Из музыкального автомата, который несколько минут молчал,
вдруг послышалась нудная аранжировка знаменитой песни Билли Рей Сайруса
«Разбитое сердце саднит». Пирсон удивленно уставился на Дьюка Райнемана и
открыл было рот, чтобы спросить, какое отношение имеет его курение к ценам на
кофе в Сан-Диего. Но не произнес ни звука. Ни одного.
– Ты бросил… Потом снова начал… Но понимал, что если не
будешь соблюдать осторожность, то через пару месяцев опять будешь тянуть по две
пачки в день, – начал Дьюк.
– Так?
– Да, но я не вижу…
– Увидишь. – Дьюк достал платок и вытер лоб. Когда Дьюк
вернулся, поговорив по телефону, Пирсону показалось, что он весь пылает от
возбуждения. Да, но было и кое-что еще: он был страшно напуган.
– Просто поверь мне.
– Ладно.
– Как бы там ни было, ты приспособился. Можно это назвать
«модус вивенди». Бросить ты не мог, но оказалось, что это еще не конец света:
это вовсе не кокаин и не алкоголь, когда надо все время наращивать дозу.

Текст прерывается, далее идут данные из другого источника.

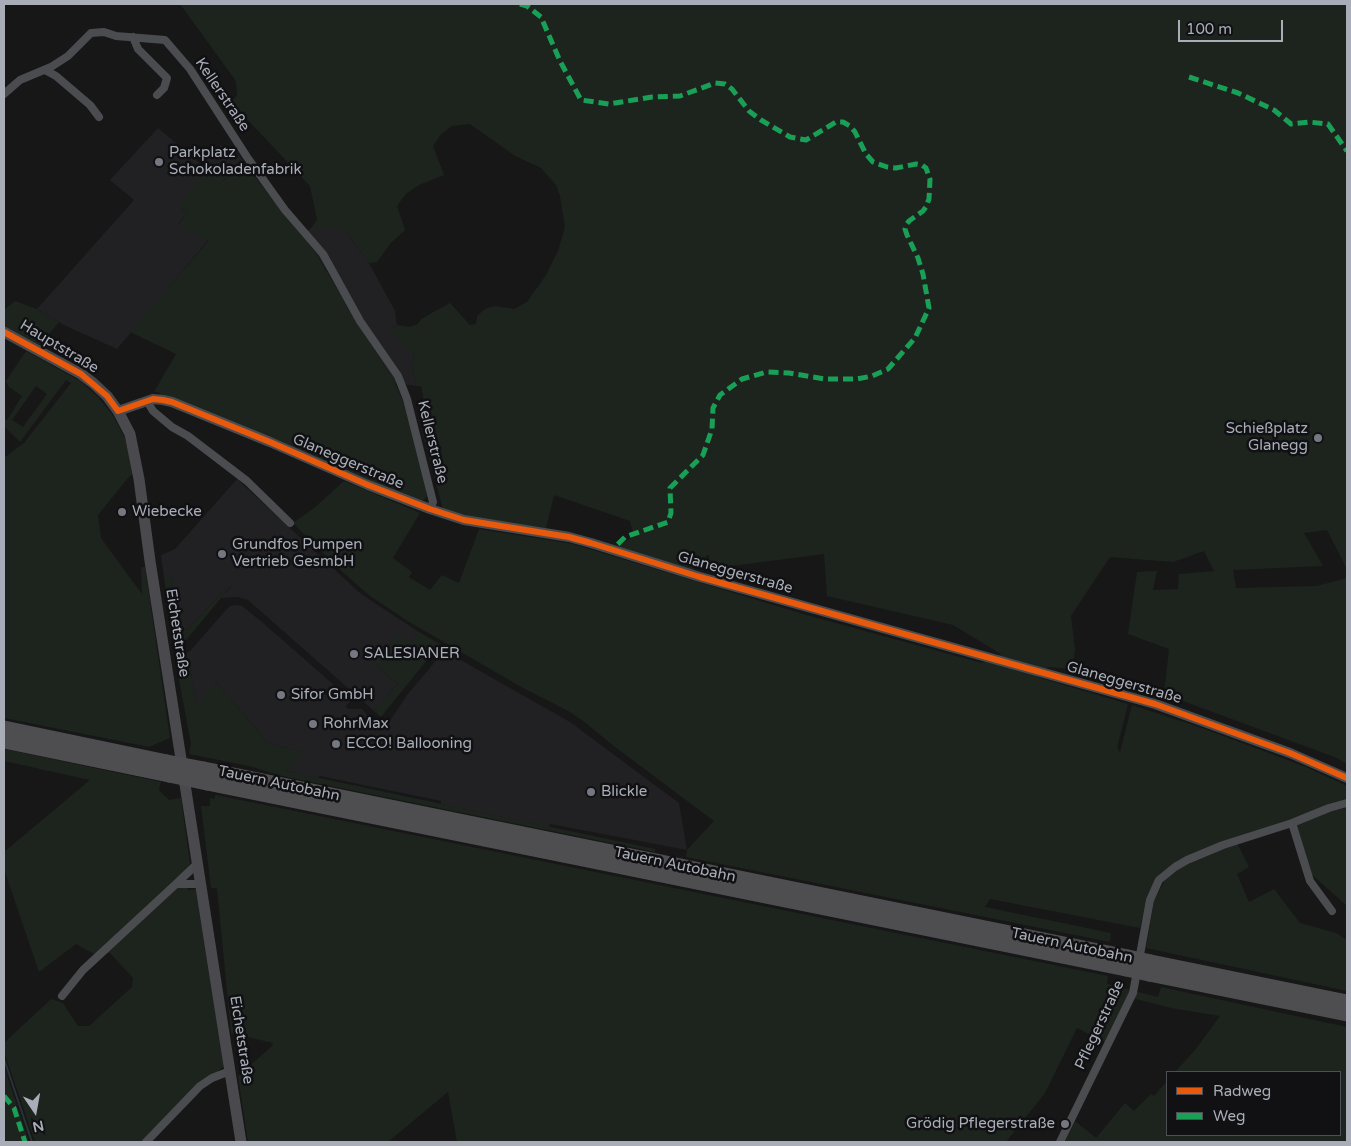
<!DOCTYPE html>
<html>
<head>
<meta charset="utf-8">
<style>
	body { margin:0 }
	#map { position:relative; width:1351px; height:1146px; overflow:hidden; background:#171717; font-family:"Varela Round",sans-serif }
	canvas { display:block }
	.frame { position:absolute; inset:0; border:5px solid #a8adb8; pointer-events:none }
	.legend { position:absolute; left:1166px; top:1071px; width:175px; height:65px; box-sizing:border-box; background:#111113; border:1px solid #4d4f55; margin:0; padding:6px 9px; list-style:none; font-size:15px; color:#a8adb8 }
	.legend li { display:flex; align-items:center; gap:10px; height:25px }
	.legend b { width:25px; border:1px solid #4d4f55 }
	.north { position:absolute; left:10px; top:1086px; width:50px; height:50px; -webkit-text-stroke:4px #111113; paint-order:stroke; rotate:168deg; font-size:14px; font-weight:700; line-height:20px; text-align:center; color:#a8adb8 }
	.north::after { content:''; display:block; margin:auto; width:18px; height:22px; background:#a8adb8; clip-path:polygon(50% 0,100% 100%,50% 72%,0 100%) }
	.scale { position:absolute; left:1178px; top:20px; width:105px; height:22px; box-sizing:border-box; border:2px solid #a8adb8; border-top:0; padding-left:6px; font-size:15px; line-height:18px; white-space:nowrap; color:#a8adb8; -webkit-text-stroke:4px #111113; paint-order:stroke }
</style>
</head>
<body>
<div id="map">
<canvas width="1351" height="1146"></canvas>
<div class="frame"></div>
<ul class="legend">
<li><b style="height:6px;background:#e8590c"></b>Radweg</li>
<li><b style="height:6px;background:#1a9f57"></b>Weg</li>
</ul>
<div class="north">N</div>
<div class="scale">100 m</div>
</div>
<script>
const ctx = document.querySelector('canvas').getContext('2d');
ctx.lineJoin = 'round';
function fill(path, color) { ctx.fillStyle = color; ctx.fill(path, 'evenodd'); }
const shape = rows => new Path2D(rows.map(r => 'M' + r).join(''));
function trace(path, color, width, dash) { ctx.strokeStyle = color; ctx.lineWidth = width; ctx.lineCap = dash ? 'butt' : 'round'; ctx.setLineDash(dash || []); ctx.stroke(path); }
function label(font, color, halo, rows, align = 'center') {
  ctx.font = font + ' "Varela Round",sans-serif'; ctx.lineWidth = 5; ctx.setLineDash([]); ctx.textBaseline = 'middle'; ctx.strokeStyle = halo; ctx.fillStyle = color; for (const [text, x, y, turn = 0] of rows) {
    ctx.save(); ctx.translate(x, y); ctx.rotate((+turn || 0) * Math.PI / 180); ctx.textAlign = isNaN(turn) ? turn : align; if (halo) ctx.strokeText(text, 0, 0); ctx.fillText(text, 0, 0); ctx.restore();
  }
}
fill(shape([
	[158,128,202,165,221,145,225,150,232,150,236,152,243,161,223,181,178,206,187,213,178,224,209,239,117,349,64,325,37,309,134,200,110,180],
	[311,228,343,228,369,263,395,311,397,325,391,329,415,353,411,364,416,386,395,383,348,307,329,273,315,252,301,235],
	[237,479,361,594,419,632,412,643,373,663,398,684,374,711,248,600,238,597,221,598,231,587,226,588,187,630,181,627,171,577,164,577,161,555,175,549],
	[237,605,242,606,262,622,351,700,345,707,349,709,362,709,370,718,371,724,387,725,407,695,440,656,450,654,570,722,679,803,687,850,550,824,549,827,441,804,441,801,320,776,317,778,286,771,302,752,268,743,217,683,196,706,190,666,182,663,182,656,190,651,225,611,230,606]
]), '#212123');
fill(shape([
	[180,4,1347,4,1347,569,1327,530,1304,533,1323,566,1233,570,1236,588,1317,586,1347,578,1347,764,1337,758,1164,694,1169,649,1128,634,1137,572,1157,571,1153,590,1178,589,1179,574,1214,571,1204,551,1173,562,1110,557,1071,616,1075,650,1072,669,1048,667,1037,677,1128,704,1117,748,1120,752,1132,705,1202,728,1306,767,1347,786,1347,800,1216,844,1157,880,1148,894,1140,928,990,899,985,907,1111,933,1110,942,686,857,687,850,714,821,615,747,587,724,570,712,523,688,406,620,370,596,338,568,293,523,314,508,344,481,420,513,393,558,412,572,409,577,430,590,442,575,459,583,479,529,573,544,803,614,982,663,1001,654,953,625,827,596,824,554,709,569,709,555,707,555,703,563,692,570,621,548,620,545,634,536,630,521,554,495,546,528,466,516,443,509,422,431,427,416,421,386,416,386,411,364,415,353,402,348,391,329,397,325,410,327,418,324,421,319,450,303,470,325,476,324,477,316,485,309,495,306,514,309,527,302,546,275,558,251,565,227,560,196,556,185,541,168,515,156,470,124,452,126,441,134,433,146,444,175,419,185,406,194,397,206,405,230,390,244,377,262,369,263,343,228,311,228,317,220,310,186,230,101,237,96,236,81],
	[243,161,279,208,315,252,395,383,406,408,426,487,427,496,424,500,420,501,411,498,170,397,160,395,159,392,154,392,176,354,130,332,209,240,178,225,187,213,178,206,201,178,214,174,223,181],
	[15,301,37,309,59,322,40,345,4,326,4,310],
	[26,351,80,381,97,396,112,414,124,436,130,454,133,474,128,478,98,515,101,538,142,594,141,567,145,567,170,738,149,747,4,718,4,456,5,457,24,443,71,383,66,380,20,442,4,426,4,419,7,420,22,396,9,387,6,381],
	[36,386,47,394,23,427,12,420],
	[164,577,171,577,181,627,187,630,226,588,231,586,187,639,182,643,173,642],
	[419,632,440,644,381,717,374,711,398,684,373,663,398,634,412,643],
	[182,663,190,666,196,705,217,683,268,743,303,752,286,771,655,849,655,852,282,776,249,766,189,754,191,744,177,669],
	[4,749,161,782,159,790,169,800,181,798,190,864,183,872,188,890,197,889,224,1065,218,1072,143,1142,35,1142,4,1052,4,1043,51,999,63,1003,78,1026,89,1026,132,987,133,978,110,953,94,954,76,944,39,972,4,869,4,852,90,780,4,761],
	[216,795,1108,976,1107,984,1158,997,1161,987,1347,1027,1347,1142,1065,1142,1075,1121,1096,1138,1125,1103,1134,1111,1151,1094,1154,1096,1167,1081,1167,1135,1340,1135,1340,1072,1175,1072,1195,1050,1220,1016,1171,1008,1128,997,1105,1042,1077,1028,1045,1093,1006,1142,457,1142,448,1092,388,1142,248,1142,238,1076,272,1046,273,1043,231,1033,217,888,211,888,201,806,210,806,210,798,214,799],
	[1347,808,1347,906,1310,873,1296,825,1331,811],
	[1237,843,1249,867,1237,874,1249,902,1274,889,1300,923,1336,933,1347,940,1347,991,1146,948,1154,901,1165,880,1172,873,1191,862],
	[4,1066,29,1142,4,1142]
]), '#1d241e');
trace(shape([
	[4,1059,32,1142]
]), '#2a3239', 2);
trace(shape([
	[133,37,138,49,167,78,164,88,157,95],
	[45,70,56,76,90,105,99,117],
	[4,94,20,80,51,67,68,56,91,33,104,32,116,36,165,40,190,69,247,157,285,210,323,254,360,321,398,376,407,399,433,502,430,509],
	[147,401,153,411,172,427,188,436,247,481,290,523],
	[1292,823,1310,881,1332,911],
	[176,884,198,863],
	[62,996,83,970,176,884,201,884],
	[146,1142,200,1086,212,1078,230,1071],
	[1060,1142,1133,993,1150,900,1159,880,1175,867,1187,860,1223,845,1292,823,1329,808,1347,803]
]), '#4b4c50', 8);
trace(shape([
	[118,411,153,399,163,400,172,402,270,442,368,485,430,509,464,520,569,537,591,543,700,577,1155,704,1290,753,1347,778]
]), '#4b4c50', 10);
trace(shape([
	[4,332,81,374,93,383,107,396,118,411,130,434,139,479,150,561,241,1142]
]), '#4a4a4e', 11);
trace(shape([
	[4,728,167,762],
	[4,741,169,775],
	[204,769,1128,957],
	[207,783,1126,969],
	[1151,962,1347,1002],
	[1149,974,1347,1014]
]), '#4e4e51', 15);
trace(shape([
	[167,762,204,769],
	[169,775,207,783],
	[1128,957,1151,962],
	[1126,969,1149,974]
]), '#4e4e51', 15);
trace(shape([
	[520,4,527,6,541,17,560,61,581,100,609,104,652,97,680,96,715,83,725,84,732,89,749,111,761,120,790,137,806,140,836,122,843,122,850,126,855,132,866,154,873,162,887,167,896,168,916,164,922,165,926,168,930,179,929,199,926,207,923,211,909,221,906,225,905,229,907,235,918,258,923,274,929,308,915,338,888,369,872,376,857,379,825,379,789,373,767,372,742,379,720,395,713,408,712,429,703,455,670,488,671,513,668,522,625,537,613,549],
	[1189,77,1238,93,1274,110,1291,124,1309,122,1328,124,1347,151],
	[4,1096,14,1108,25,1142]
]), '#1a9f57', 5, [10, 5]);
trace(shape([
	[4,332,81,374,107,396,118,411,153,399,163,400,172,402,270,442,368,485,430,509,464,520,569,537,591,543,700,577,1155,704,1290,753,1347,778]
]), '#e8590c', 6);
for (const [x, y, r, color] of [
	[159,162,5,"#757880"],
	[1318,438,5,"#757880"],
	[122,512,5,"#757880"],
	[222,554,5,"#757880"],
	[354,654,5,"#757880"],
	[281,695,5,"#757880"],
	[313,724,5,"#757880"],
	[336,744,5,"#757880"],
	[591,792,5,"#757880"],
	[1065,1124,5,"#757880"]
]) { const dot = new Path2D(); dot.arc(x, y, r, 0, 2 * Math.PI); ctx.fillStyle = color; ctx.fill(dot); trace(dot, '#111113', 2); }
label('15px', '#a8adb8', '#111113', [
	["Kellerstraße",222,95,56],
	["Hauptstraße",59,347,31],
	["Kellerstraße",432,442,76],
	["Glaneggerstraße",348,462,23],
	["Glaneggerstraße",735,573,16],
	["Eichetstraße",177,633,81],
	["Glaneggerstraße",1124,683,16],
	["Tauern Autobahn",279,784,12],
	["Tauern Autobahn",675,865,12],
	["Tauern Autobahn",1072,946,12],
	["Pflegerstraße",1100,1025,-65],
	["Eichetstraße",241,1040,81]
]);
label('15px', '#a8adb8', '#111113', [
	["Parkplatz",169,153],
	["Schokoladenfabrik",169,170],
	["Schießplatz",1308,429,"right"],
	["Glanegg",1308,446,"right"],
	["Wiebecke",132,512],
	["Grundfos Pumpen",232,545],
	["Vertrieb GesmbH",232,562],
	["SALESIANER",364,654],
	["Sifor GmbH",291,695],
	["RohrMax",323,724],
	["ECCO! Ballooning",346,744],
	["Blickle",601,792],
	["Grödig Pflegerstraße",1055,1124,"right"]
], 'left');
</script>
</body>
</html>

Курение – очень противная привычка, но есть масса промежуточных состояний между
тремя пачками в день и полным отказом.
Пирсон уставился на Дьюка широко открытыми глазами, и тот
улыбнулся:
– Я вовсе не читаю твои мысли, не думай. Просто мы знаем
друг друга, так ведь?
– Видимо, да, – задумчиво произнес Пирсон.
– Я просто забыл, что мы оба Люди десятого часа.
– Кто-кто?
Пирсон прочел небольшую лекцию о Людях десятого часа и об их
племенных жестах (мрачный взгляд при виде таблички «КУРИТЬ ЗАПРЕЩАЕТСЯ»,
обреченное пожатие плечами, когда некто облеченный властью требует:
«Пожалуйста, бросьте сигарету, сэр»), племенных амулетах (жевательная резинка,
леденцы, зубочистки и, разумеется, флакончики с аэрозольным дезодорантом) и
племенных молитвах (наиболее распространенная «Со следующего года точно брошу»).
Дьюк восхищенно выслушал, а потом воскликнул:
– Боже милостивый, Брэндон! Ты открыл пропавшее колено
Израилево! Все чокнутые пошли за верблюдом, нарисованным на пачке!
Пирсон расхохотался, заслужив еще один неодобрительный
взгляд бармена.
– Во всяком случае, подходит, – продолжал Дьюк. – Позволь
тебя спросить – ты куришь при ребенке?
– Боже упаси, нет! – воскликнул Пирсон.
– А при жене?
– Нет, никогда больше.
– Когда ты последний раз тянул в ресторане?
Пирсон подумал и не мог вспомнить. Теперь он садился в зале
для некурящих даже тогда, когда был один, и воздерживался от сигареты, пока не
доест, расплатится и выйдет. А дни, когда он курил между каждым блюдом,
остались в далеком прошлом.
– Люди десятого часа, – зачарованно произнес Дьюк. – Слушай,
мне нравится – нравится, что у нас есть имя. И мы действительно как племя.
Это… Он вдруг замолчал, посмотрев в окно. Мимо проходил
полицейский, беседуя с красивой молодой женщиной. Она смотрела на него с
восхищением и желанием, совершенно не замечая черных, оценивающих глаз и
сверкающих треугольных зубов над своей головой.
– Боже, взгляни на это, – прошептал Пирсон.
– Да, – вздохнул Дьюк. – Это распространяется все больше. С
каждым днем. – Он задумчиво рассматривал свой недопитый стакан. Потом
встряхнулся, прогоняя мрачные мысли. – Кем бы мы ни были, – сказал он Пирсону,
– мы единственные на всем проклятом свете, кто видит их.
– Кто, курящие? – недоверчиво спросил Пирсон. Конечно, надо
было понять, что Дьюк к этому ведет, но все же…
– Нет, – терпеливо объяснил Дьюк. – По-настоящему курящие их
не видят. Некурящие не видят тоже. – Он смерил Пирсона взглядом.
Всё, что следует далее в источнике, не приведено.